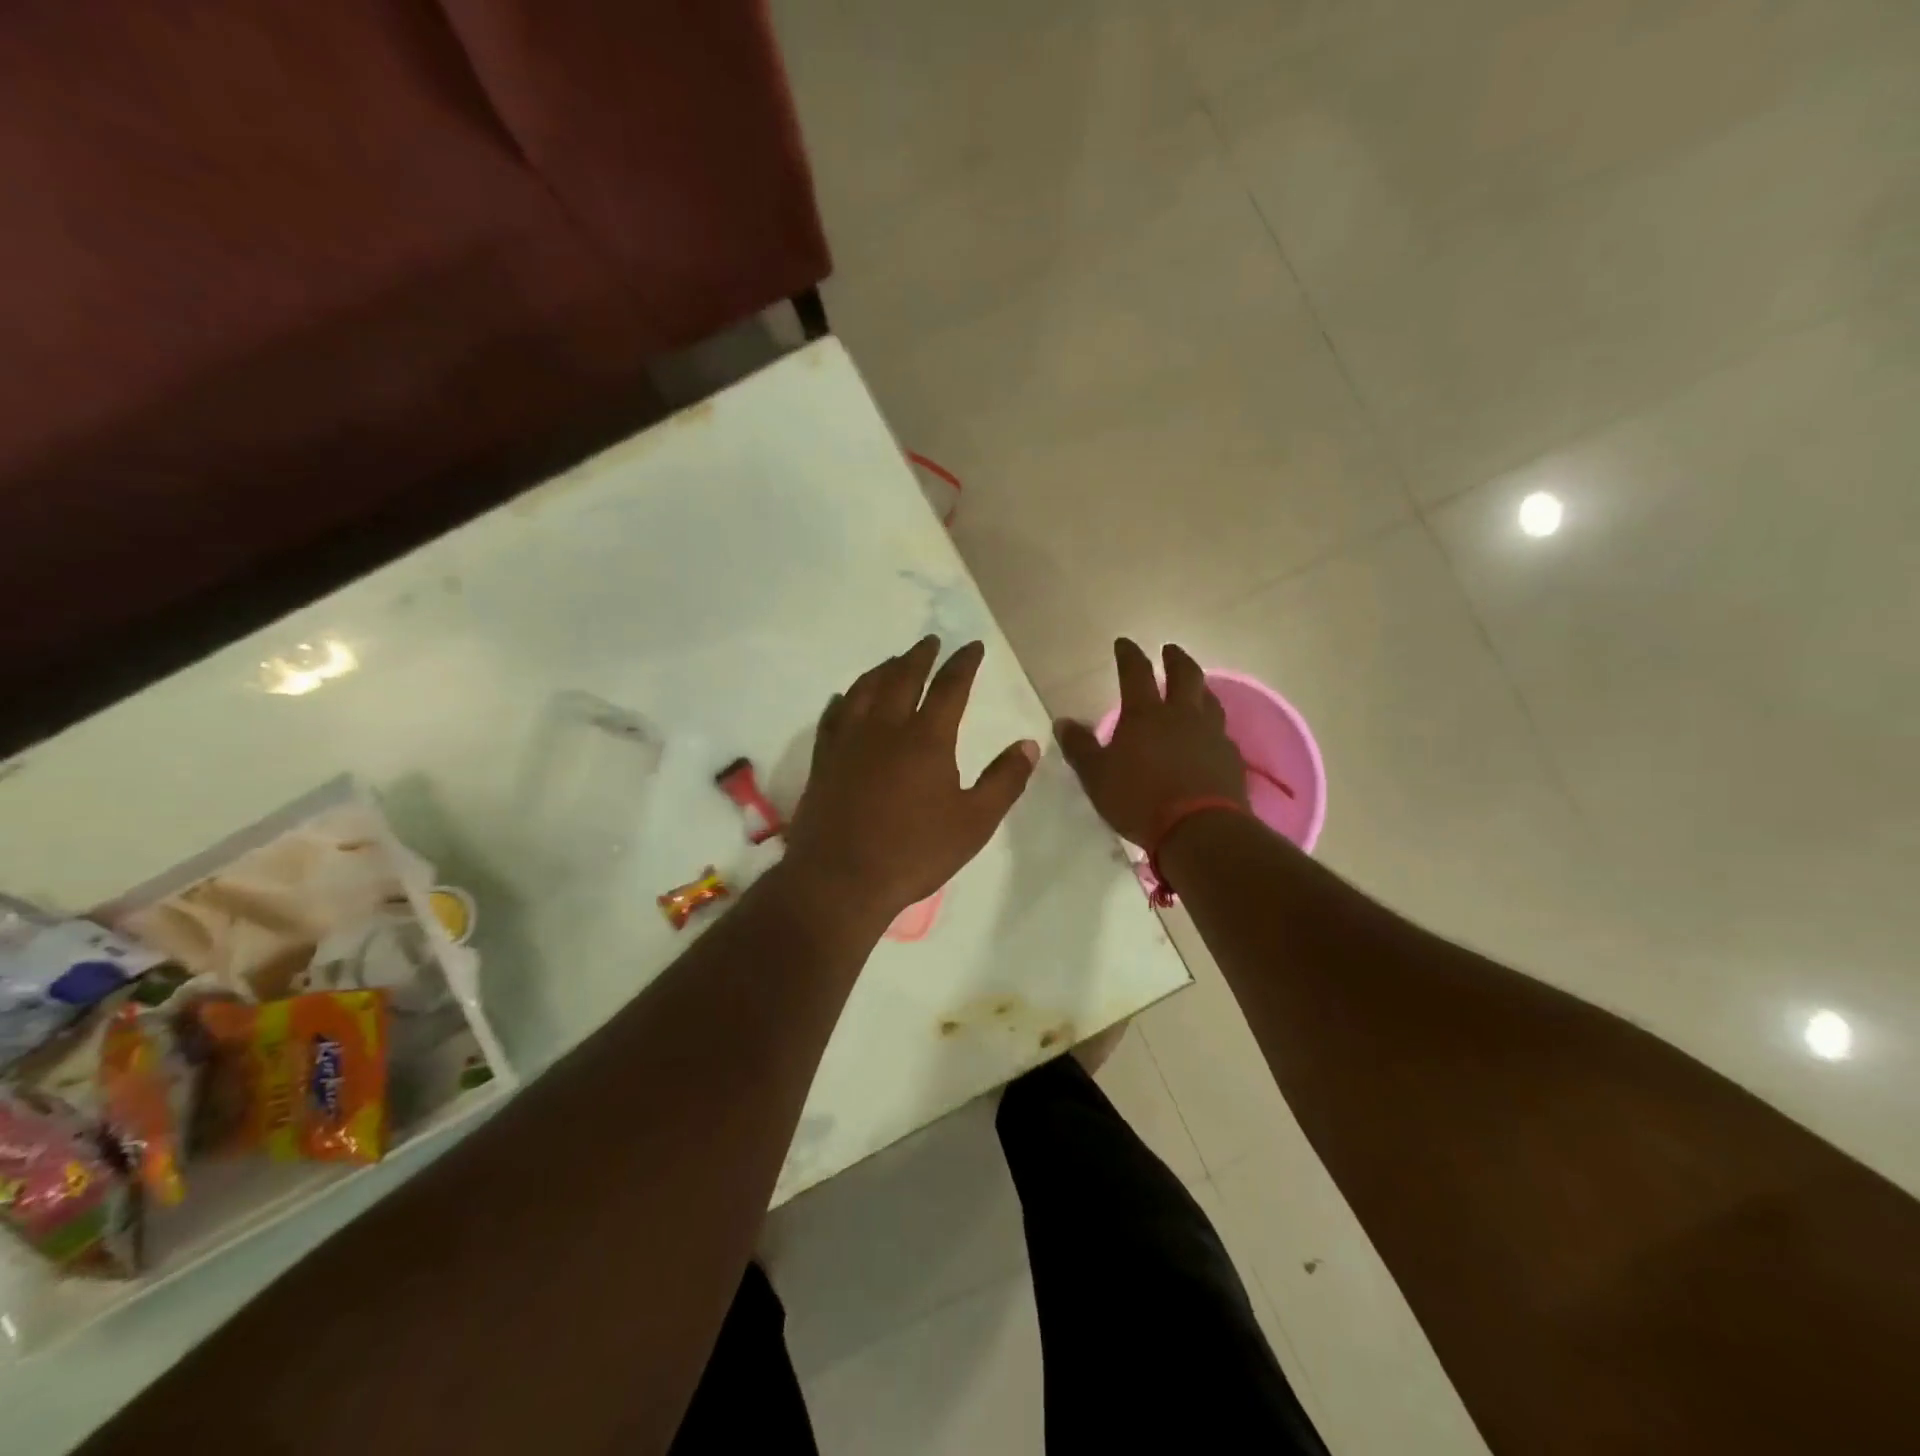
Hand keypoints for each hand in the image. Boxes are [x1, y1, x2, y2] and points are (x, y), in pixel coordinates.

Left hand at [785, 636, 1038, 928]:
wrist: (840, 879)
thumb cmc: (914, 853)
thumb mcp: (974, 822)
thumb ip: (1004, 781)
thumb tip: (1029, 744)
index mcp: (927, 738)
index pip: (950, 686)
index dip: (964, 663)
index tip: (973, 646)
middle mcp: (886, 727)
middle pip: (903, 676)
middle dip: (920, 656)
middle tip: (931, 642)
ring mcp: (849, 740)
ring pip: (866, 688)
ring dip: (883, 669)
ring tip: (894, 661)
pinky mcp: (824, 759)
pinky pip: (834, 715)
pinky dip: (845, 699)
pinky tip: (846, 697)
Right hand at [1054, 639, 1247, 845]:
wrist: (1200, 830)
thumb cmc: (1139, 800)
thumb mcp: (1096, 776)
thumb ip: (1080, 747)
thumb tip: (1063, 721)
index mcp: (1146, 714)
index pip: (1136, 673)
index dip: (1129, 655)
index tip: (1124, 643)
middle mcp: (1182, 716)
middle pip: (1184, 675)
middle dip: (1175, 658)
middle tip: (1170, 649)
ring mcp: (1211, 735)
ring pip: (1209, 699)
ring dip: (1200, 688)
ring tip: (1195, 687)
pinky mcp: (1230, 758)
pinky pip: (1221, 732)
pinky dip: (1212, 725)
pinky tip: (1209, 735)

### To do
Say how many lines in the records contain the word "pinky". Nothing but the number is required.

### Result of this task
8